+++ SUPPLIED MATERIAL +++

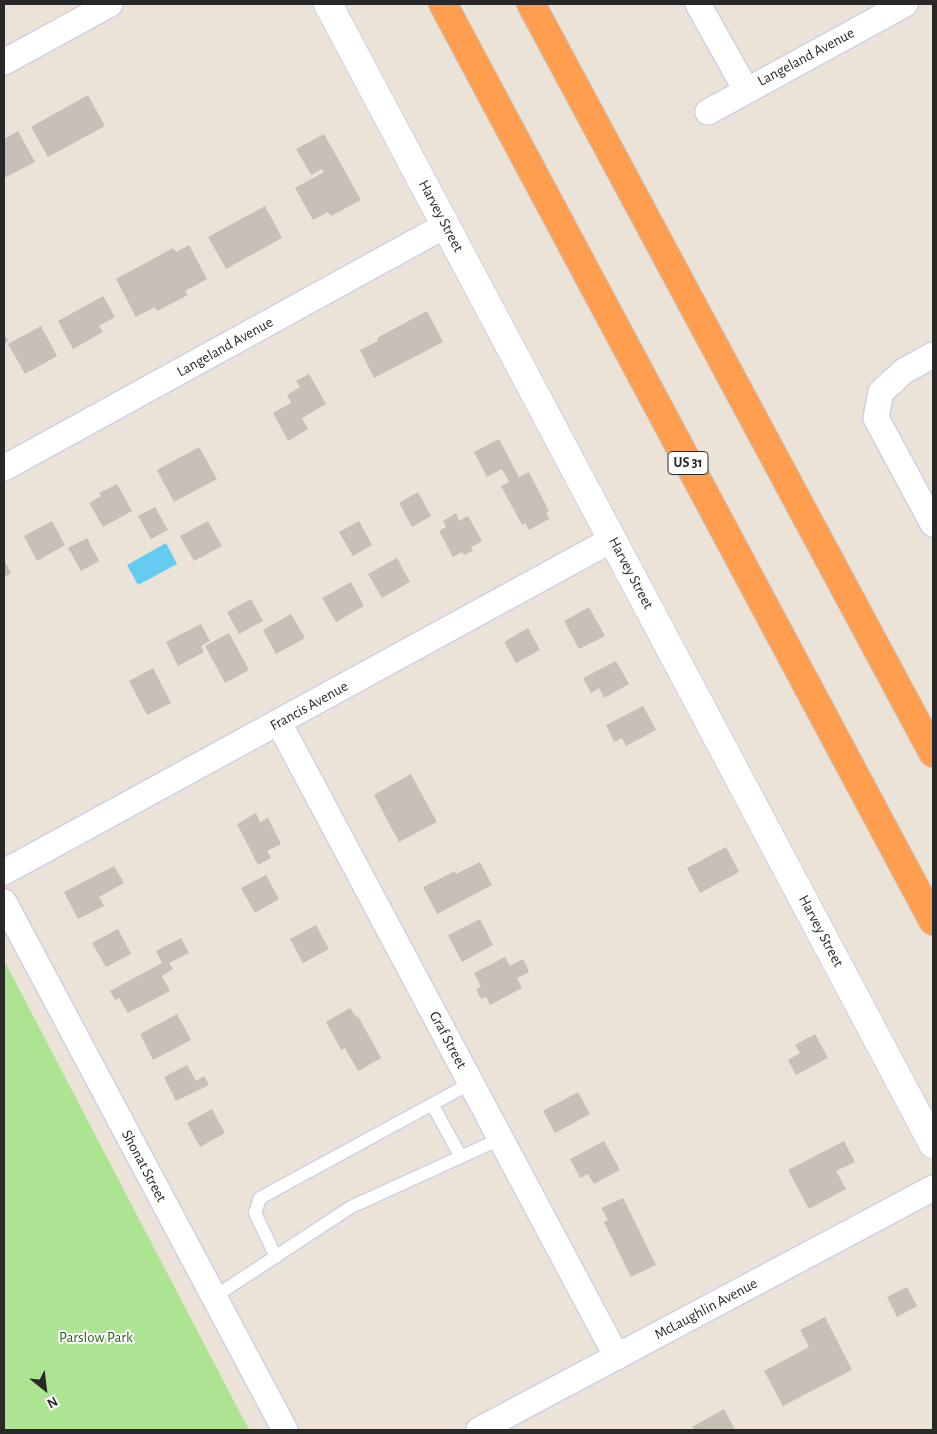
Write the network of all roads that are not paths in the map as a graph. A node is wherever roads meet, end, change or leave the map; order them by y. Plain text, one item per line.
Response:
1 (110, 4) edge
2 (328, 4) edge
3 (443, 4) edge
4 (531, 4) edge
5 (698, 4) edge
6 (905, 4) edge
7 (4, 62) edge
8 (746, 90) junction
9 (708, 112) dead end
10 (446, 225) junction
11 (933, 355) edge
12 (4, 468) edge
13 (933, 524) edge
14 (613, 539) junction
15 (279, 723) junction
16 (933, 753) edge
17 (4, 872) edge
18 (4, 902) edge
19 (933, 922) edge
20 (471, 1083) junction
21 (432, 1104) junction
22 (500, 1139) junction
23 (933, 1144) edge
24 (461, 1157) junction
25 (933, 1188) edge
26 (276, 1257) junction
27 (214, 1297) junction
28 (617, 1356) junction
29 (286, 1430) edge
30 (479, 1430) edge

1 - 7 street
2 - 10 street, Harvey Street
3 - 19 highway, US 31
4 - 16 highway
5 - 8 street
6 - 8 street, Langeland Avenue
8 - 9 street, Langeland Avenue
10 - 12 street, Langeland Avenue
10 - 14 street, Harvey Street
11 - 13 street
14 - 15 street, Francis Avenue
14 - 23 street, Harvey Street
15 - 17 street, Francis Avenue
15 - 20 street, Graf Street
18 - 27 street, Shonat Street
20 - 21 lane
20 - 22 street, Graf Street
21 - 24 lane
21 - 26 lane
22 - 24 lane
22 - 28 street, Graf Street
24 - 26 lane
25 - 28 street, McLaughlin Avenue
26 - 27 lane
27 - 29 street, Shonat Street
28 - 30 street, McLaughlin Avenue

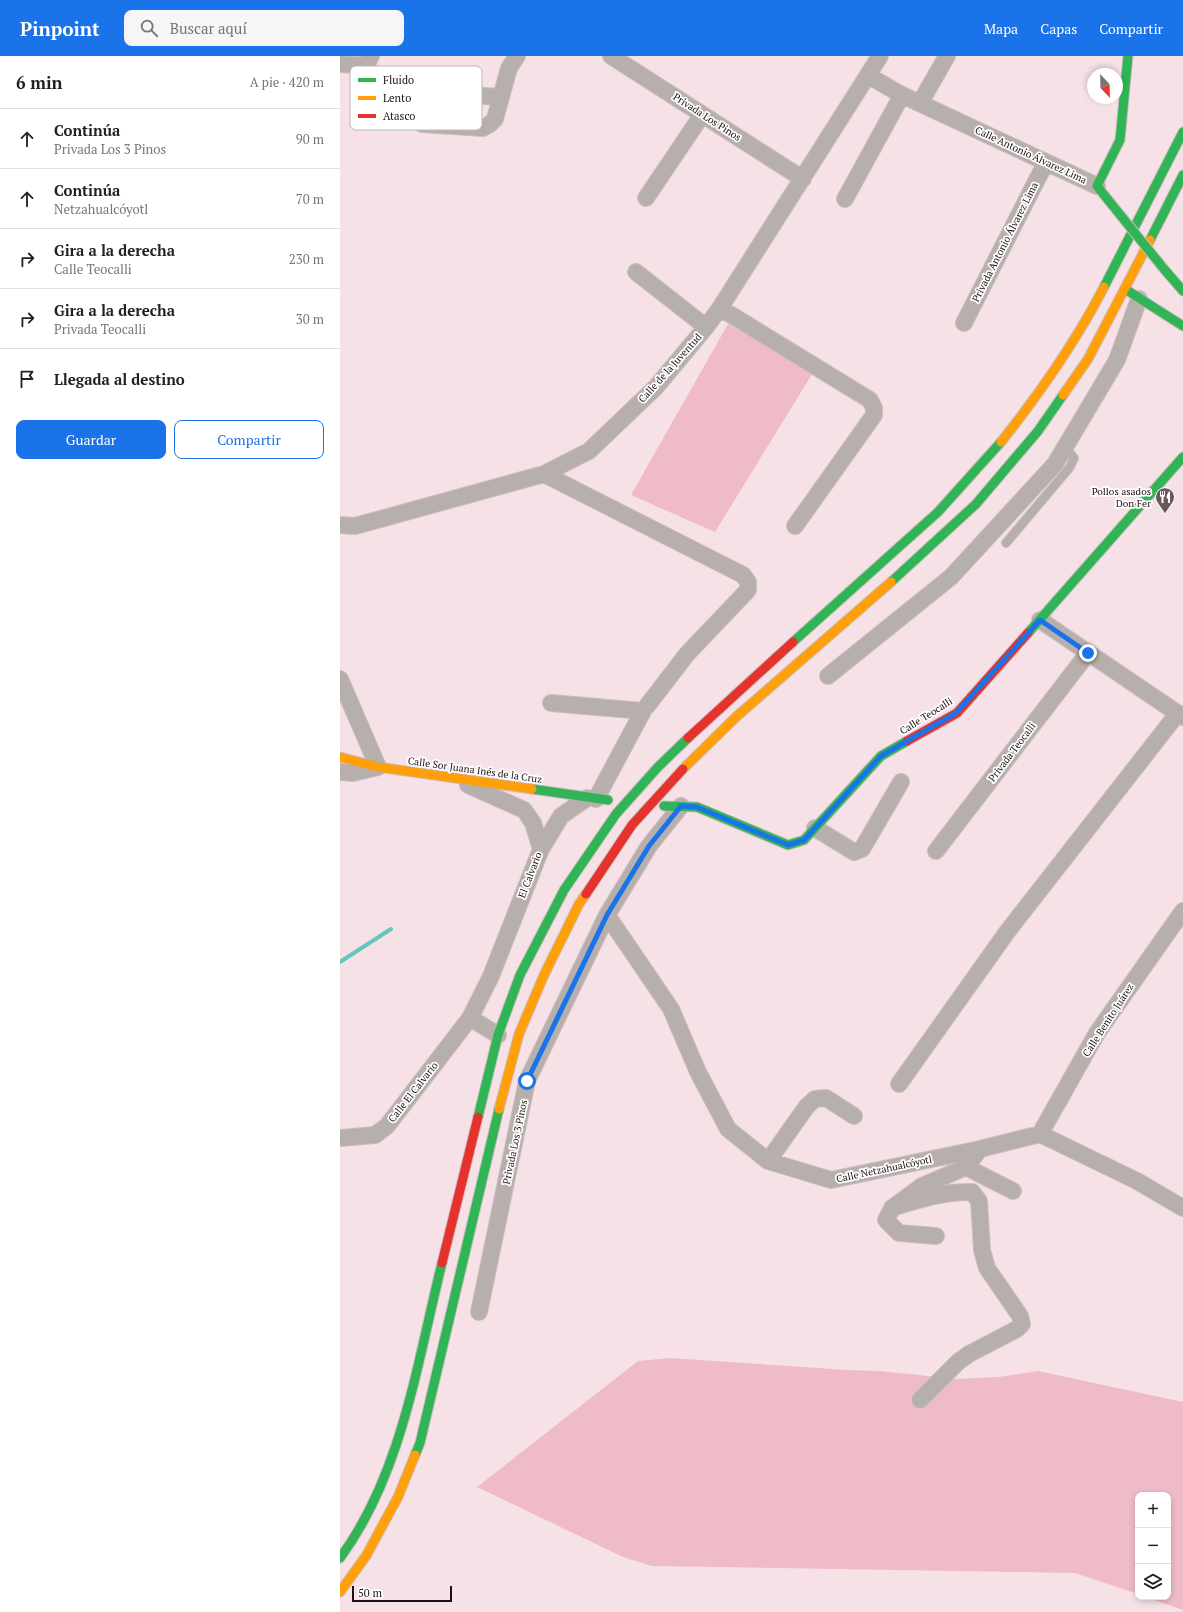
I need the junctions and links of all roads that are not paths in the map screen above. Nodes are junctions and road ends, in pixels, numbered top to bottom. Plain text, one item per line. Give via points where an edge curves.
1 (370, 56) edge
2 (516, 56) edge
3 (611, 56) edge
4 (880, 56) edge
5 (947, 56) edge
6 (1128, 56) edge
7 (340, 64) edge
8 (869, 76) junction
9 (902, 95) junction
10 (482, 96) edge
11 (500, 97) junction
12 (920, 103) junction
13 (702, 115) junction
14 (482, 128) edge
15 (1183, 132) edge
16 (1046, 162) junction
17 (1183, 175) edge
18 (803, 179) junction
19 (1097, 186) junction
20 (646, 198) dead end
21 (845, 199) dead end
22 (636, 272) dead end
23 (1125, 290) junction
24 (1183, 291) edge
25 (1139, 299) junction
26 (720, 308) junction
27 (964, 323) dead end
28 (1183, 326) edge
29 (706, 327) junction
30 (1065, 447) junction
31 (1183, 457) edge
32 (544, 474) junction
33 (340, 526) edge
34 (795, 526) dead end
35 (1006, 543) dead end
36 (1040, 620) junction
37 (1088, 653) junction
38 (828, 676) dead end
39 (340, 679) edge
40 (551, 703) dead end
41 (647, 706) dead end
42 (1180, 715) edge
43 (340, 756) edge
44 (378, 767) junction
45 (340, 772) edge
46 (447, 776) junction
47 (901, 782) dead end
48 (597, 799) junction
49 (664, 806) dead end
50 (681, 806) junction
51 (815, 828) junction
52 (541, 849) junction
53 (936, 851) dead end
54 (1183, 911) edge
55 (607, 915) junction
56 (470, 1018) junction
57 (498, 1035) junction
58 (899, 1084) dead end
59 (854, 1116) dead end
60 (1040, 1134) junction
61 (340, 1138) edge
62 (980, 1150) junction
63 (768, 1161) junction
64 (966, 1167) junction
65 (1013, 1191) dead end
66 (892, 1208) junction
67 (1183, 1208) edge
68 (936, 1236) dead end
69 (479, 1312) dead end
70 (920, 1400) dead end
71 (340, 1558) edge
72 (340, 1592) edge

1 - 7 street via 367,64
2 - 11 street via 509,68
3 - 13 street, Privada Los Pinos
4 - 8 street, Calle de la Juventud
5 - 12 street
6 - 19 main road via 1120,140
8 - 9 street, Calle Antonio Álvarez Lima
8 - 18 street, Calle de la Juventud
9 - 12 street, Calle Antonio Álvarez Lima
9 - 21 street
10 - 11 street
11 - 14 street via 495,119
12 - 16 street, Calle Antonio Álvarez Lima
13 - 18 street, Privada Los Pinos
13 - 20 street
15 - 57 main road via 1088,318 1038,395 995,450 938,512 719,708 663,761 616,814 564,890 520,974
16 - 19 street, Calle Antonio Álvarez Lima
16 - 27 street, Privada Antonio Álvarez Lima
17 - 23 main road
18 - 26 street, Calle de la Juventud
19 - 24 main road, Calle Antonio Álvarez Lima, bridge
22 - 29 street
23 - 25 main road
23 - 72 main road via 1088,359 1038,431 976,504 736,717 670,782 632,825 579,904 544,975 519,1034 496,1119 420,1443 398,1497 366,1556
25 - 28 main road
25 - 30 street via 1117,360
26 - 29 street, Calle de la Juventud
26 - 34 street via 870,400 874,408 874,415
29 - 32 street, Calle de la Juventud via 656,387 589,451
30 - 35 lane via 1074,458 1070,467
30 - 38 street via 1055,464 951,577
31 - 36 main road, Calle Teocalli
32 - 33 street, Calle de la Juventud via 355,526
32 - 41 street via 743,575 748,582 748,590 687,654
36 - 37 street
36 - 51 main road, Calle Teocalli via 956,713 881,756
37 - 42 street
37 - 53 street, Privada Teocalli
39 - 44 street
40 - 48 street via 643,711
42 - 58 street via 1007,932
43 - 44 main road, Calle Sor Juana Inés de la Cruz
44 - 45 street via 353,773
44 - 46 main road, Calle Sor Juana Inés de la Cruz
46 - 48 main road, Calle Sor Juana Inés de la Cruz
46 - 52 street, El Calvario via 524,810 533,823
47 - 51 street via 862,849 854,852
48 - 52 street via 561,816
49 - 50 main road, Calle Teocalli
50 - 51 main road, Calle Teocalli via 697,807 788,845 804,840
50 - 55 street, Privada Los 3 Pinos via 649,846
52 - 56 street, El Calvario via 491,976
54 - 60 street, Calle Benito Juárez via 1098,1033
55 - 63 street, Calle Netzahualcóyotl via 671,1009 698,1072 728,1129
55 - 69 street, Privada Los 3 Pinos via 527,1081
56 - 57 street
56 - 61 street, Calle El Calvario via 387,1126 375,1135
57 - 71 main road via 406,1415 379,1489 351,1543
59 - 63 street via 826,1098 815,1098
60 - 62 street, Calle Netzahualcóyotl
60 - 67 street via 1137,1181
62 - 63 street, Calle Netzahualcóyotl via 831,1180
62 - 64 street
64 - 65 street
64 - 66 street via 922,1186
66 - 68 street via 886,1220 899,1233
66 - 70 street via 953,1193 972,1192 979,1201 982,1250 987,1268 1020,1316 1022,1324 958,1362

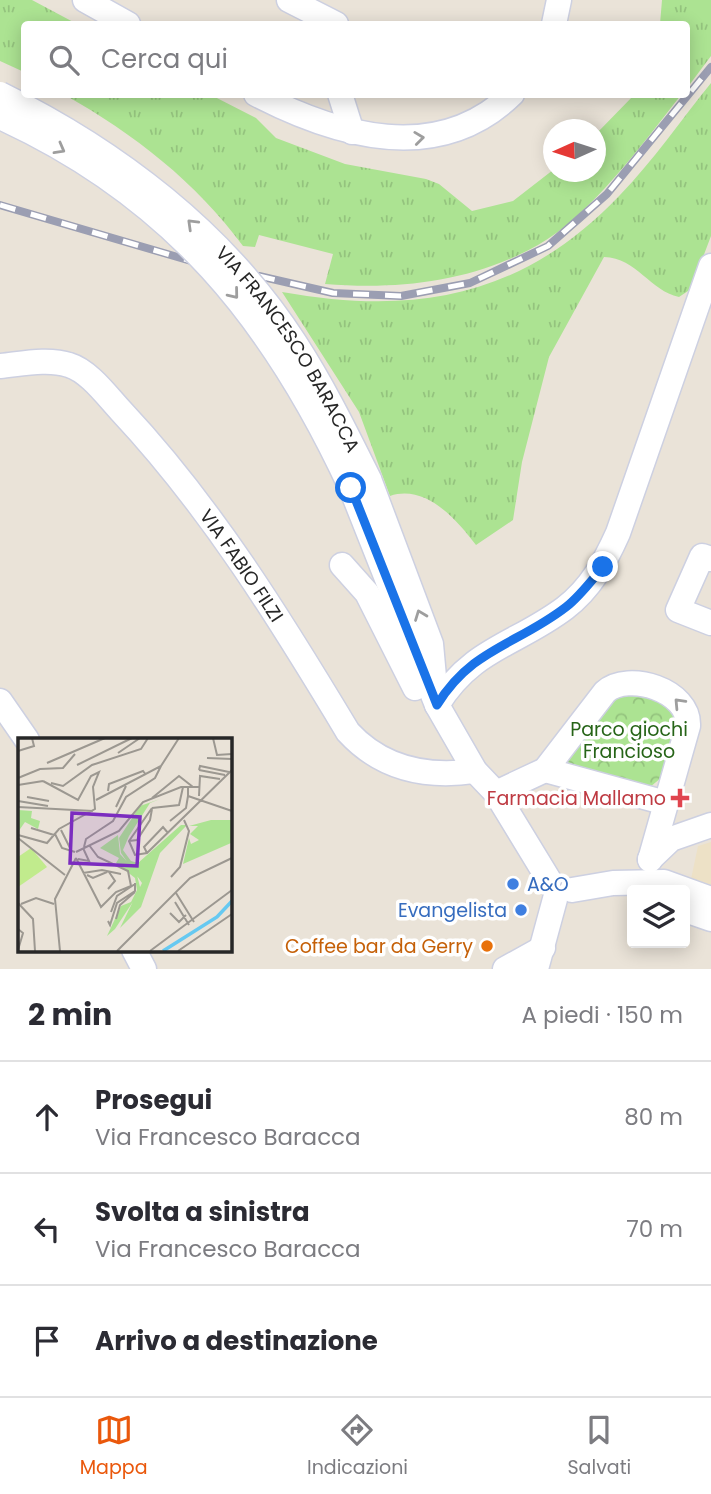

+++

(WORK REQUIRED): Each entry is to be returned precisely as it appears, but the pictures are to be dropped.

(ANSWER SPACE):
Write the network of all roads that are not paths in the map as a graph. A node is wherever roads meet, end, change or leave the map; order them by y. Plain text, one item per line.
Response:
1 (110, 4) edge
2 (328, 4) edge
3 (443, 4) edge
4 (531, 4) edge
5 (698, 4) edge
6 (905, 4) edge
7 (4, 62) edge
8 (746, 90) junction
9 (708, 112) dead end
10 (446, 225) junction
11 (933, 355) edge
12 (4, 468) edge
13 (933, 524) edge
14 (613, 539) junction
15 (279, 723) junction
16 (933, 753) edge
17 (4, 872) edge
18 (4, 902) edge
19 (933, 922) edge
20 (471, 1083) junction
21 (432, 1104) junction
22 (500, 1139) junction
23 (933, 1144) edge
24 (461, 1157) junction
25 (933, 1188) edge
26 (276, 1257) junction
27 (214, 1297) junction
28 (617, 1356) junction
29 (286, 1430) edge
30 (479, 1430) edge

1 - 7 street
2 - 10 street, Harvey Street
3 - 19 highway, US 31
4 - 16 highway
5 - 8 street
6 - 8 street, Langeland Avenue
8 - 9 street, Langeland Avenue
10 - 12 street, Langeland Avenue
10 - 14 street, Harvey Street
11 - 13 street
14 - 15 street, Francis Avenue
14 - 23 street, Harvey Street
15 - 17 street, Francis Avenue
15 - 20 street, Graf Street
18 - 27 street, Shonat Street
20 - 21 lane
20 - 22 street, Graf Street
21 - 24 lane
21 - 26 lane
22 - 24 lane
22 - 28 street, Graf Street
24 - 26 lane
25 - 28 street, McLaughlin Avenue
26 - 27 lane
27 - 29 street, Shonat Street
28 - 30 street, McLaughlin Avenue

I need the junctions and links of all roads that are not paths in the map screen above. Nodes are junctions and road ends, in pixels, numbered top to bottom. Plain text, one item per line. Give via points where an edge curves.
1 (370, 56) edge
2 (516, 56) edge
3 (611, 56) edge
4 (880, 56) edge
5 (947, 56) edge
6 (1128, 56) edge
7 (340, 64) edge
8 (869, 76) junction
9 (902, 95) junction
10 (482, 96) edge
11 (500, 97) junction
12 (920, 103) junction
13 (702, 115) junction
14 (482, 128) edge
15 (1183, 132) edge
16 (1046, 162) junction
17 (1183, 175) edge
18 (803, 179) junction
19 (1097, 186) junction
20 (646, 198) dead end
21 (845, 199) dead end
22 (636, 272) dead end
23 (1125, 290) junction
24 (1183, 291) edge
25 (1139, 299) junction
26 (720, 308) junction
27 (964, 323) dead end
28 (1183, 326) edge
29 (706, 327) junction
30 (1065, 447) junction
31 (1183, 457) edge
32 (544, 474) junction
33 (340, 526) edge
34 (795, 526) dead end
35 (1006, 543) dead end
36 (1040, 620) junction
37 (1088, 653) junction
38 (828, 676) dead end
39 (340, 679) edge
40 (551, 703) dead end
41 (647, 706) dead end
42 (1180, 715) edge
43 (340, 756) edge
44 (378, 767) junction
45 (340, 772) edge
46 (447, 776) junction
47 (901, 782) dead end
48 (597, 799) junction
49 (664, 806) dead end
50 (681, 806) junction
51 (815, 828) junction
52 (541, 849) junction
53 (936, 851) dead end
54 (1183, 911) edge
55 (607, 915) junction
56 (470, 1018) junction
57 (498, 1035) junction
58 (899, 1084) dead end
59 (854, 1116) dead end
60 (1040, 1134) junction
61 (340, 1138) edge
62 (980, 1150) junction
63 (768, 1161) junction
64 (966, 1167) junction
65 (1013, 1191) dead end
66 (892, 1208) junction
67 (1183, 1208) edge
68 (936, 1236) dead end
69 (479, 1312) dead end
70 (920, 1400) dead end
71 (340, 1558) edge
72 (340, 1592) edge

1 - 7 street via 367,64
2 - 11 street via 509,68
3 - 13 street, Privada Los Pinos
4 - 8 street, Calle de la Juventud
5 - 12 street
6 - 19 main road via 1120,140
8 - 9 street, Calle Antonio Álvarez Lima
8 - 18 street, Calle de la Juventud
9 - 12 street, Calle Antonio Álvarez Lima
9 - 21 street
10 - 11 street
11 - 14 street via 495,119
12 - 16 street, Calle Antonio Álvarez Lima
13 - 18 street, Privada Los Pinos
13 - 20 street
15 - 57 main road via 1088,318 1038,395 995,450 938,512 719,708 663,761 616,814 564,890 520,974
16 - 19 street, Calle Antonio Álvarez Lima
16 - 27 street, Privada Antonio Álvarez Lima
17 - 23 main road
18 - 26 street, Calle de la Juventud
19 - 24 main road, Calle Antonio Álvarez Lima, bridge
22 - 29 street
23 - 25 main road
23 - 72 main road via 1088,359 1038,431 976,504 736,717 670,782 632,825 579,904 544,975 519,1034 496,1119 420,1443 398,1497 366,1556
25 - 28 main road
25 - 30 street via 1117,360
26 - 29 street, Calle de la Juventud
26 - 34 street via 870,400 874,408 874,415
29 - 32 street, Calle de la Juventud via 656,387 589,451
30 - 35 lane via 1074,458 1070,467
30 - 38 street via 1055,464 951,577
31 - 36 main road, Calle Teocalli
32 - 33 street, Calle de la Juventud via 355,526
32 - 41 street via 743,575 748,582 748,590 687,654
36 - 37 street
36 - 51 main road, Calle Teocalli via 956,713 881,756
37 - 42 street
37 - 53 street, Privada Teocalli
39 - 44 street
40 - 48 street via 643,711
42 - 58 street via 1007,932
43 - 44 main road, Calle Sor Juana Inés de la Cruz
44 - 45 street via 353,773
44 - 46 main road, Calle Sor Juana Inés de la Cruz
46 - 48 main road, Calle Sor Juana Inés de la Cruz
46 - 52 street, El Calvario via 524,810 533,823
47 - 51 street via 862,849 854,852
48 - 52 street via 561,816
49 - 50 main road, Calle Teocalli
50 - 51 main road, Calle Teocalli via 697,807 788,845 804,840
50 - 55 street, Privada Los 3 Pinos via 649,846
52 - 56 street, El Calvario via 491,976
54 - 60 street, Calle Benito Juárez via 1098,1033
55 - 63 street, Calle Netzahualcóyotl via 671,1009 698,1072 728,1129
55 - 69 street, Privada Los 3 Pinos via 527,1081
56 - 57 street
56 - 61 street, Calle El Calvario via 387,1126 375,1135
57 - 71 main road via 406,1415 379,1489 351,1543
59 - 63 street via 826,1098 815,1098
60 - 62 street, Calle Netzahualcóyotl
60 - 67 street via 1137,1181
62 - 63 street, Calle Netzahualcóyotl via 831,1180
62 - 64 street
64 - 65 street
64 - 66 street via 922,1186
66 - 68 street via 886,1220 899,1233
66 - 70 street via 953,1193 972,1192 979,1201 982,1250 987,1268 1020,1316 1022,1324 958,1362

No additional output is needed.